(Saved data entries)
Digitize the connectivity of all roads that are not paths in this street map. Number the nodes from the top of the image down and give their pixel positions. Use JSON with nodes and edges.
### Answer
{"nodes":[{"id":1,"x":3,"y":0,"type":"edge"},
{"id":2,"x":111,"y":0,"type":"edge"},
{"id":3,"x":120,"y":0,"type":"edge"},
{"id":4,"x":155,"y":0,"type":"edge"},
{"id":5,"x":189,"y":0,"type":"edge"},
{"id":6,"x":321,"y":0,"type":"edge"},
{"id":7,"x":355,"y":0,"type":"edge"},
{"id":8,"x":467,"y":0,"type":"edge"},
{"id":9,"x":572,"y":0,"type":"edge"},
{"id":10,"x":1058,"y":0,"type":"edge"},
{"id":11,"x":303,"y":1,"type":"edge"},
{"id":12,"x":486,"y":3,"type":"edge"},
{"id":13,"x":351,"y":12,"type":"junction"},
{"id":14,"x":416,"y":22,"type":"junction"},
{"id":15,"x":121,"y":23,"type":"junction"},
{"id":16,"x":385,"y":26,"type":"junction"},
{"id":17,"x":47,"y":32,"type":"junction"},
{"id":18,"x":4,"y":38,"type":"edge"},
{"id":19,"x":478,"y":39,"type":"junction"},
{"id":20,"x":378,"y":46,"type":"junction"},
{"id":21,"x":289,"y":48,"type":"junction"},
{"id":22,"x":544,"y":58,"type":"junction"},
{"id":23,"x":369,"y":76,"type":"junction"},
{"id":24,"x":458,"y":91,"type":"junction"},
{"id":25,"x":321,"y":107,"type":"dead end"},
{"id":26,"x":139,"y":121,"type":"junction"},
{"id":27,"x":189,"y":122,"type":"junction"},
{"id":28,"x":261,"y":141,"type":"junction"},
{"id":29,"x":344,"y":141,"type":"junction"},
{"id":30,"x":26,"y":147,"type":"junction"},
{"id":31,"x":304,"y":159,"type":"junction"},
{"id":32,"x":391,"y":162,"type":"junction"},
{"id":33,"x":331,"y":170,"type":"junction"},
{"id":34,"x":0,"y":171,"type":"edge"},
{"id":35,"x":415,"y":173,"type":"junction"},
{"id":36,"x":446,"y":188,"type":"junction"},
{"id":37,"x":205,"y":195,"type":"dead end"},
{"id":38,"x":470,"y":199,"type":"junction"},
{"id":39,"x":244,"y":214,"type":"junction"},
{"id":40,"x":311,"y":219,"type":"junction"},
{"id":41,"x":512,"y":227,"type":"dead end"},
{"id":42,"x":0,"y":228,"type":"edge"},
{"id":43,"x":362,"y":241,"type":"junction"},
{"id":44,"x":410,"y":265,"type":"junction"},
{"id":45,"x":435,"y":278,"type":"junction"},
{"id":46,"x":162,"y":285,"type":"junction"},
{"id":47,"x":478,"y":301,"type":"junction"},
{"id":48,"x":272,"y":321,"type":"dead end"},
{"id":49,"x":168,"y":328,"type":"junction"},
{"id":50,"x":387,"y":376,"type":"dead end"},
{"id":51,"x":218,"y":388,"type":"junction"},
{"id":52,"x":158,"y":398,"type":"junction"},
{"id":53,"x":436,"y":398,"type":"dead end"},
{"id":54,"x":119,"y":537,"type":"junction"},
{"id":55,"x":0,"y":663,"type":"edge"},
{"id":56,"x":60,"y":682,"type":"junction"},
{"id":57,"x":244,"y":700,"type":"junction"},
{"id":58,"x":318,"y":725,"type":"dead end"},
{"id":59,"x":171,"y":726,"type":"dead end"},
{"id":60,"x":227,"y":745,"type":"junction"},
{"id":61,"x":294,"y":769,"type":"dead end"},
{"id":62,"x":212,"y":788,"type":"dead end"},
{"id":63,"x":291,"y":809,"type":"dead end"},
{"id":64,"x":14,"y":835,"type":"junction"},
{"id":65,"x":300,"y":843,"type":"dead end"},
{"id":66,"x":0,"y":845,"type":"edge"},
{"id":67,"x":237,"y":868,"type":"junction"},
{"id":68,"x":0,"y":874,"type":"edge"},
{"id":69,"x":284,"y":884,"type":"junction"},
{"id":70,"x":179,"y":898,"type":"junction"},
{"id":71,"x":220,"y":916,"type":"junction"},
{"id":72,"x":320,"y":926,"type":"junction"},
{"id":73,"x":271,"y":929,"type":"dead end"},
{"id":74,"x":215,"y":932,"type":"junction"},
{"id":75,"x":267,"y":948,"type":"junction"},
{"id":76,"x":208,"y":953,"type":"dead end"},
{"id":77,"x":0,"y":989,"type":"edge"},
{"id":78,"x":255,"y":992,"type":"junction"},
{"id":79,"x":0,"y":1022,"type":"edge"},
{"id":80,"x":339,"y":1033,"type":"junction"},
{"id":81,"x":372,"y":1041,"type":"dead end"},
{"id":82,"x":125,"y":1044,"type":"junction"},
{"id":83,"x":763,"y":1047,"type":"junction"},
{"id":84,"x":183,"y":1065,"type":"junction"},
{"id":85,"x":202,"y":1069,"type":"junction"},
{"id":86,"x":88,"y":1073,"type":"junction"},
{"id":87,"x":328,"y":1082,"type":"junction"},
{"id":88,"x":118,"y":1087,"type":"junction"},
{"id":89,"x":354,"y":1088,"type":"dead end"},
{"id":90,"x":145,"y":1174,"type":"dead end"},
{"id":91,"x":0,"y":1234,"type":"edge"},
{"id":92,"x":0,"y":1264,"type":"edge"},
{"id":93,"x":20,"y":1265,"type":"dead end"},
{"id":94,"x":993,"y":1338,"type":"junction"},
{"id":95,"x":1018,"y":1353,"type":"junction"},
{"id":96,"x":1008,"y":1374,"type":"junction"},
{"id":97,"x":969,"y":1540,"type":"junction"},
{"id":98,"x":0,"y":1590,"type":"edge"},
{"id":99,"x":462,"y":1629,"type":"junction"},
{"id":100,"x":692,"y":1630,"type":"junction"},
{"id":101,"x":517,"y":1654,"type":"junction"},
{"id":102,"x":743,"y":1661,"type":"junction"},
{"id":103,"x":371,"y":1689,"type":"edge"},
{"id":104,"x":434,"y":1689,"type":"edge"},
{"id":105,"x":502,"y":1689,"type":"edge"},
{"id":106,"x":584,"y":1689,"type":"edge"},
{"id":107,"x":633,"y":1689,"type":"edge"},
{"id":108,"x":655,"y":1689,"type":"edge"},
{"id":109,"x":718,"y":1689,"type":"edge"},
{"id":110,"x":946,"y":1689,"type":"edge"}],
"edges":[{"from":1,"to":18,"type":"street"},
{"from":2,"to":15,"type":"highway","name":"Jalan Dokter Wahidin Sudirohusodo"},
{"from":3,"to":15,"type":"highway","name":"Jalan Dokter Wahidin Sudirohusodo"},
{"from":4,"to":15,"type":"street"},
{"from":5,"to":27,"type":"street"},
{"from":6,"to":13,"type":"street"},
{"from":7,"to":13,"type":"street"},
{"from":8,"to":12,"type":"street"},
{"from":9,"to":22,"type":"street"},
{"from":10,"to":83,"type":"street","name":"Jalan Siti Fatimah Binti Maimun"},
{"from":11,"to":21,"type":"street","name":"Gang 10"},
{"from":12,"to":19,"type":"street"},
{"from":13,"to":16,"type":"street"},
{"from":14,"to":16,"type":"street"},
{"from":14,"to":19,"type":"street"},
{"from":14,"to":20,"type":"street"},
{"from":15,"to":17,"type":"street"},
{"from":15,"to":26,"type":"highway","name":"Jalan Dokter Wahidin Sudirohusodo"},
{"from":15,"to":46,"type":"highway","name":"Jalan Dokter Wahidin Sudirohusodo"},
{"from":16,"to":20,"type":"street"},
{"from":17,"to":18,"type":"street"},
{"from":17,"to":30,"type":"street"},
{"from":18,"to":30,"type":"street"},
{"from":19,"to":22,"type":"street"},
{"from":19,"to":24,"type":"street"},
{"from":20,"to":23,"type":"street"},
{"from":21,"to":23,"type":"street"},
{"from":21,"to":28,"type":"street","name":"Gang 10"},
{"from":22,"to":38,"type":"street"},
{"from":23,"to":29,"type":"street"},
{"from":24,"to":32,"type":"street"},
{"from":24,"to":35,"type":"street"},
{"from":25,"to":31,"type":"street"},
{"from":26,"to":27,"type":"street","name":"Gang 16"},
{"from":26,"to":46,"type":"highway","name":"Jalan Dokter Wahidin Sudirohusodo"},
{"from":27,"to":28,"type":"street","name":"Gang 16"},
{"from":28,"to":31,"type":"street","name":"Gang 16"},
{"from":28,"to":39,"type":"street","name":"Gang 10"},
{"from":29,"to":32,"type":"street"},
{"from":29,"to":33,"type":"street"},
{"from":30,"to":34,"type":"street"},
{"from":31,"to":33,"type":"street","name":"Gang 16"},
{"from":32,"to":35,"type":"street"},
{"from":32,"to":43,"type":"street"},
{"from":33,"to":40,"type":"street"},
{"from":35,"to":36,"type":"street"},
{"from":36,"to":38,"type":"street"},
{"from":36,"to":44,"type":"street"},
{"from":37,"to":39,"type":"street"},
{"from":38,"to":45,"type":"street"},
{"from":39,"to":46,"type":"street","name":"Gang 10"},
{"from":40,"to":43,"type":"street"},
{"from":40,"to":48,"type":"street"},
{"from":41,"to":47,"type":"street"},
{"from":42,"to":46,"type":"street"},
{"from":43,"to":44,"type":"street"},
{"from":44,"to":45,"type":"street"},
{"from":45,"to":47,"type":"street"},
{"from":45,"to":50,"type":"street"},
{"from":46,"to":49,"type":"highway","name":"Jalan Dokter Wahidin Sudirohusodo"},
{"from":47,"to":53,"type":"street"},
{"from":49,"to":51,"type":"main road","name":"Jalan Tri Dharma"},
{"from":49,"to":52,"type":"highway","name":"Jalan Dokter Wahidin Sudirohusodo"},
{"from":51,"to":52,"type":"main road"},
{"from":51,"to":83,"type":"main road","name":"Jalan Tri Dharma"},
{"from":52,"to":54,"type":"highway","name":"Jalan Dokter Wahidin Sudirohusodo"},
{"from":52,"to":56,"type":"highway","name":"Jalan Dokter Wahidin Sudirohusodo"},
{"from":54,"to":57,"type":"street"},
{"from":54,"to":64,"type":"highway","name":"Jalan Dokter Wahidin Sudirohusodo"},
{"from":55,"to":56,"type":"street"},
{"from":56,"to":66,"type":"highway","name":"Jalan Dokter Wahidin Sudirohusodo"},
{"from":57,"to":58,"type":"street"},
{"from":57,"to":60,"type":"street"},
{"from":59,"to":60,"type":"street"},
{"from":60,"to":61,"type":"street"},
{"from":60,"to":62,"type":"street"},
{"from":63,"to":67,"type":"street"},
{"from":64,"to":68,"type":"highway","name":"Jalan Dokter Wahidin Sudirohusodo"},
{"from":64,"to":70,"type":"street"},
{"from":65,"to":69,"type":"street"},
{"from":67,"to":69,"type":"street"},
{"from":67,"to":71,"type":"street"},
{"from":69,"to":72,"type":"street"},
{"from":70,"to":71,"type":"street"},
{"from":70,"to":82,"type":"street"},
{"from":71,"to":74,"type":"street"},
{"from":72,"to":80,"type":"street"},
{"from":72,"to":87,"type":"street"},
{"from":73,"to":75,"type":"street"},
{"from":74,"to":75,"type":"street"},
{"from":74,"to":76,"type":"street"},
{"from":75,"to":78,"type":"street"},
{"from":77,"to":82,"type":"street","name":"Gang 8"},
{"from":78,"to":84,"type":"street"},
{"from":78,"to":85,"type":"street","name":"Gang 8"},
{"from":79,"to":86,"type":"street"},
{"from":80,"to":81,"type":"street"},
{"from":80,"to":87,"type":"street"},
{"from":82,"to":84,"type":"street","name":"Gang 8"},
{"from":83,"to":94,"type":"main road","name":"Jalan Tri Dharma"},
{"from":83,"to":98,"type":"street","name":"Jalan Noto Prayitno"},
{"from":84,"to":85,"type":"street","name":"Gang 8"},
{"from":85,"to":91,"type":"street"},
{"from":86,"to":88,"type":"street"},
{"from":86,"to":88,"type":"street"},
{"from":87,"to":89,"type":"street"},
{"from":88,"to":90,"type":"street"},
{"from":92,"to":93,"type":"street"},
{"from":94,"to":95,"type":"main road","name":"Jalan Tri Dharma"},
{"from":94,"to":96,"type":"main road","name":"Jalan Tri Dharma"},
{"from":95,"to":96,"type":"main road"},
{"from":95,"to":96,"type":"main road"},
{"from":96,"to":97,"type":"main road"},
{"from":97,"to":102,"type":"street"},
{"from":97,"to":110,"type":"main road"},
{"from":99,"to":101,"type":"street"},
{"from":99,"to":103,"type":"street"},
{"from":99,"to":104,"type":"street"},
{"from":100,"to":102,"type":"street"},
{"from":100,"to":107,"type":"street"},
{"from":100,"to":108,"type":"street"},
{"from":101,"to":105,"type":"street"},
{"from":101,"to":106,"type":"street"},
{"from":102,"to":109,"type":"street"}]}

EXERCISE BRIEF: Where a line of the records includes "edges", copy it.

YOUR SOLUTION:
Digitize the connectivity of all roads that are not paths in this street map. Number the nodes from the top of the image down and give their pixel positions. Use JSON with nodes and edges.
"edges":[{"from":1,"to":18,"type":"street"},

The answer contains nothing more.